---------- Material shown

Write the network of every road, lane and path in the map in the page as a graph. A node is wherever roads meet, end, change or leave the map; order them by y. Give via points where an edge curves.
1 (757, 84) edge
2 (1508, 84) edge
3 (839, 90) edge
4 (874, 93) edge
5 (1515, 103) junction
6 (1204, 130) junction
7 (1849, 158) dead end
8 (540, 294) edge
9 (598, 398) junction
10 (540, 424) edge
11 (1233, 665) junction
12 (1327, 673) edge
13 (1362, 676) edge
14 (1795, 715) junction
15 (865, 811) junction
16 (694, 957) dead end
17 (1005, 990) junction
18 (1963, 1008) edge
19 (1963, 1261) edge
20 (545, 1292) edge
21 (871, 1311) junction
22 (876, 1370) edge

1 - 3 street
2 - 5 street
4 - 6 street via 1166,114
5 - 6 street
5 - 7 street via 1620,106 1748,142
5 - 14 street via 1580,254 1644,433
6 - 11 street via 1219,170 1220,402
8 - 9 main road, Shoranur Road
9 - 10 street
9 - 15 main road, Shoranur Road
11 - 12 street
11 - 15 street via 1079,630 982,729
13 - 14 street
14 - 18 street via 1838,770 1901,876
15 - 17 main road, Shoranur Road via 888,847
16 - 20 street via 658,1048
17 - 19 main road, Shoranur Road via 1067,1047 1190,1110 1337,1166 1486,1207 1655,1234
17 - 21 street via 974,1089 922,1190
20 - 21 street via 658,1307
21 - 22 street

--------------------

* _What you should do_
Each record above should be returned exactly as it appears.

* _Response for this exercise_
Write the network of every road, lane and path in the map in the page as a graph. A node is wherever roads meet, end, change or leave the map; order them by y. Give via points where an edge curves.
1 (757, 84) edge
2 (1508, 84) edge
3 (839, 90) edge
4 (874, 93) edge
5 (1515, 103) junction
6 (1204, 130) junction
7 (1849, 158) dead end
8 (540, 294) edge
9 (598, 398) junction
10 (540, 424) edge
11 (1233, 665) junction
12 (1327, 673) edge
13 (1362, 676) edge
14 (1795, 715) junction
15 (865, 811) junction
16 (694, 957) dead end
17 (1005, 990) junction
18 (1963, 1008) edge
19 (1963, 1261) edge
20 (545, 1292) edge
21 (871, 1311) junction
22 (876, 1370) edge

1 - 3 street
2 - 5 street
4 - 6 street via 1166,114
5 - 6 street
5 - 7 street via 1620,106 1748,142
5 - 14 street via 1580,254 1644,433
6 - 11 street via 1219,170 1220,402
8 - 9 main road, Shoranur Road
9 - 10 street
9 - 15 main road, Shoranur Road
11 - 12 street
11 - 15 street via 1079,630 982,729
13 - 14 street
14 - 18 street via 1838,770 1901,876
15 - 17 main road, Shoranur Road via 888,847
16 - 20 street via 658,1048
17 - 19 main road, Shoranur Road via 1067,1047 1190,1110 1337,1166 1486,1207 1655,1234
17 - 21 street via 974,1089 922,1190
20 - 21 street via 658,1307
21 - 22 street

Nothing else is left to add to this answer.